Task instructions: Below are entries; write every one of them out again exactly.

BEGIN Information

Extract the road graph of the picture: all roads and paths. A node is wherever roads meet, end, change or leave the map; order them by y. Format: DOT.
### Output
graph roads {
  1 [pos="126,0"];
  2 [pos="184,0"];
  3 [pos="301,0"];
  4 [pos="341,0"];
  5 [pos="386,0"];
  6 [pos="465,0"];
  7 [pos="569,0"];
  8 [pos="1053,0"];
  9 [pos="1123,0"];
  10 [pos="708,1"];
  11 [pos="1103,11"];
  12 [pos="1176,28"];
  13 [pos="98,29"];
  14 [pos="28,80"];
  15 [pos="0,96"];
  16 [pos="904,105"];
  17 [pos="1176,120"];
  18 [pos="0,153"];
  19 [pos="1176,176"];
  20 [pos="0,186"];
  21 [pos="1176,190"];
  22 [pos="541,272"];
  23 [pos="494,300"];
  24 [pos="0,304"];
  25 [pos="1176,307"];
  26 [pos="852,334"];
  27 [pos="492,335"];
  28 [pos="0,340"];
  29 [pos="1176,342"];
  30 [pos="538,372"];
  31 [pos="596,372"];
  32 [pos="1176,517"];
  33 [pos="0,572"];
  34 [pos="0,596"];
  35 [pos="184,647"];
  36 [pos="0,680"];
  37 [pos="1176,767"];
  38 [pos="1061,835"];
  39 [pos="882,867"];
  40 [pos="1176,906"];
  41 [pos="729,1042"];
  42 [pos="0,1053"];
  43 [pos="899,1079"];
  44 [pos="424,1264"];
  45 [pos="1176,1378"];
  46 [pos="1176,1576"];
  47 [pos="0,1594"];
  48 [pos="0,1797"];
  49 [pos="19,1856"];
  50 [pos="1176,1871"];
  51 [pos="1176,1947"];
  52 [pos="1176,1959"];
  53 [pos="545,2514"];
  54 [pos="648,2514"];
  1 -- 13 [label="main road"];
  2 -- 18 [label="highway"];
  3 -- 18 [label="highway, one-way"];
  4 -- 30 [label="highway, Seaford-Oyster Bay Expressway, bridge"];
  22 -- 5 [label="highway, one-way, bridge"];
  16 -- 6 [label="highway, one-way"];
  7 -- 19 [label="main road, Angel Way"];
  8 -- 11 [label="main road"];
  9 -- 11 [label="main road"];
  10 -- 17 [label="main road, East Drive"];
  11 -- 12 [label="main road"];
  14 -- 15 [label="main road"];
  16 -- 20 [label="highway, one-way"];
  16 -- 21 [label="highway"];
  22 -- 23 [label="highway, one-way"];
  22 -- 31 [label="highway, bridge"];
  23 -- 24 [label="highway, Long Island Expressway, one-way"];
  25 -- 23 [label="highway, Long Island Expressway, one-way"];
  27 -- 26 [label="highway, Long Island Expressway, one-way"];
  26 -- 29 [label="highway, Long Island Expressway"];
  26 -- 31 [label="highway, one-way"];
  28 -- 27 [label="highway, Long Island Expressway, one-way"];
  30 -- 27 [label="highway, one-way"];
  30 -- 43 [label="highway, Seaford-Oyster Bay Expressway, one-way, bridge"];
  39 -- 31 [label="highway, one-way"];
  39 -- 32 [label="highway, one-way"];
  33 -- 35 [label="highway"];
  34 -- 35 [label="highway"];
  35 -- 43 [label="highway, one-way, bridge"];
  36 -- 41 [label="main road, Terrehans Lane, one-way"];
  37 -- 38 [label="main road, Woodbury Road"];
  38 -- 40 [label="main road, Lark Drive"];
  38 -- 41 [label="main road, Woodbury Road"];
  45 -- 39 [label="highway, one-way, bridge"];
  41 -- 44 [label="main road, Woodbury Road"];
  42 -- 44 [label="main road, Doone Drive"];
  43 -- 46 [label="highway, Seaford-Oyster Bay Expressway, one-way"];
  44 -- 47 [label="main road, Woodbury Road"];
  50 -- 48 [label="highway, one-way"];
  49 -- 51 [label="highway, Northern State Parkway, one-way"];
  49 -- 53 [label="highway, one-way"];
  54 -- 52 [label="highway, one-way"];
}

END Information

Completed task:
Extract the road graph of the picture: all roads and paths. A node is wherever roads meet, end, change or leave the map; order them by y. Format: DOT.
### Output
graph roads {
  1 [pos="126,0"];
  2 [pos="184,0"];
  3 [pos="301,0"];
  4 [pos="341,0"];
  5 [pos="386,0"];
  6 [pos="465,0"];
  7 [pos="569,0"];
  8 [pos="1053,0"];
  9 [pos="1123,0"];
  10 [pos="708,1"];
  11 [pos="1103,11"];
  12 [pos="1176,28"];
  13 [pos="98,29"];
  14 [pos="28,80"];
  15 [pos="0,96"];
  16 [pos="904,105"];
  17 [pos="1176,120"];
  18 [pos="0,153"];
  19 [pos="1176,176"];
  20 [pos="0,186"];
  21 [pos="1176,190"];
  22 [pos="541,272"];
  23 [pos="494,300"];
  24 [pos="0,304"];
  25 [pos="1176,307"];
  26 [pos="852,334"];
  27 [pos="492,335"];
  28 [pos="0,340"];
  29 [pos="1176,342"];
  30 [pos="538,372"];
  31 [pos="596,372"];
  32 [pos="1176,517"];
  33 [pos="0,572"];
  34 [pos="0,596"];
  35 [pos="184,647"];
  36 [pos="0,680"];
  37 [pos="1176,767"];
  38 [pos="1061,835"];
  39 [pos="882,867"];
  40 [pos="1176,906"];
  41 [pos="729,1042"];
  42 [pos="0,1053"];
  43 [pos="899,1079"];
  44 [pos="424,1264"];
  45 [pos="1176,1378"];
  46 [pos="1176,1576"];
  47 [pos="0,1594"];
  48 [pos="0,1797"];
  49 [pos="19,1856"];
  50 [pos="1176,1871"];
  51 [pos="1176,1947"];
  52 [pos="1176,1959"];
  53 [pos="545,2514"];
  54 [pos="648,2514"];
  1 -- 13 [label="main road"];
  2 -- 18 [label="highway"];
  3 -- 18 [label="highway, one-way"];
  4 -- 30 [label="highway, Seaford-Oyster Bay Expressway, bridge"];
  22 -- 5 [label="highway, one-way, bridge"];
  16 -- 6 [label="highway, one-way"];
  7 -- 19 [label="main road, Angel Way"];
  8 -- 11 [label="main road"];
  9 -- 11 [label="main road"];
  10 -- 17 [label="main road, East Drive"];
  11 -- 12 [label="main road"];
  14 -- 15 [label="main road"];
  16 -- 20 [label="highway, one-way"];
  16 -- 21 [label="highway"];
  22 -- 23 [label="highway, one-way"];
  22 -- 31 [label="highway, bridge"];
  23 -- 24 [label="highway, Long Island Expressway, one-way"];
  25 -- 23 [label="highway, Long Island Expressway, one-way"];
  27 -- 26 [label="highway, Long Island Expressway, one-way"];
  26 -- 29 [label="highway, Long Island Expressway"];
  26 -- 31 [label="highway, one-way"];
  28 -- 27 [label="highway, Long Island Expressway, one-way"];
  30 -- 27 [label="highway, one-way"];
  30 -- 43 [label="highway, Seaford-Oyster Bay Expressway, one-way, bridge"];
  39 -- 31 [label="highway, one-way"];
  39 -- 32 [label="highway, one-way"];
  33 -- 35 [label="highway"];
  34 -- 35 [label="highway"];
  35 -- 43 [label="highway, one-way, bridge"];
  36 -- 41 [label="main road, Terrehans Lane, one-way"];
  37 -- 38 [label="main road, Woodbury Road"];
  38 -- 40 [label="main road, Lark Drive"];
  38 -- 41 [label="main road, Woodbury Road"];
  45 -- 39 [label="highway, one-way, bridge"];
  41 -- 44 [label="main road, Woodbury Road"];
  42 -- 44 [label="main road, Doone Drive"];
  43 -- 46 [label="highway, Seaford-Oyster Bay Expressway, one-way"];
  44 -- 47 [label="main road, Woodbury Road"];
  50 -- 48 [label="highway, one-way"];
  49 -- 51 [label="highway, Northern State Parkway, one-way"];
  49 -- 53 [label="highway, one-way"];
  54 -- 52 [label="highway, one-way"];
}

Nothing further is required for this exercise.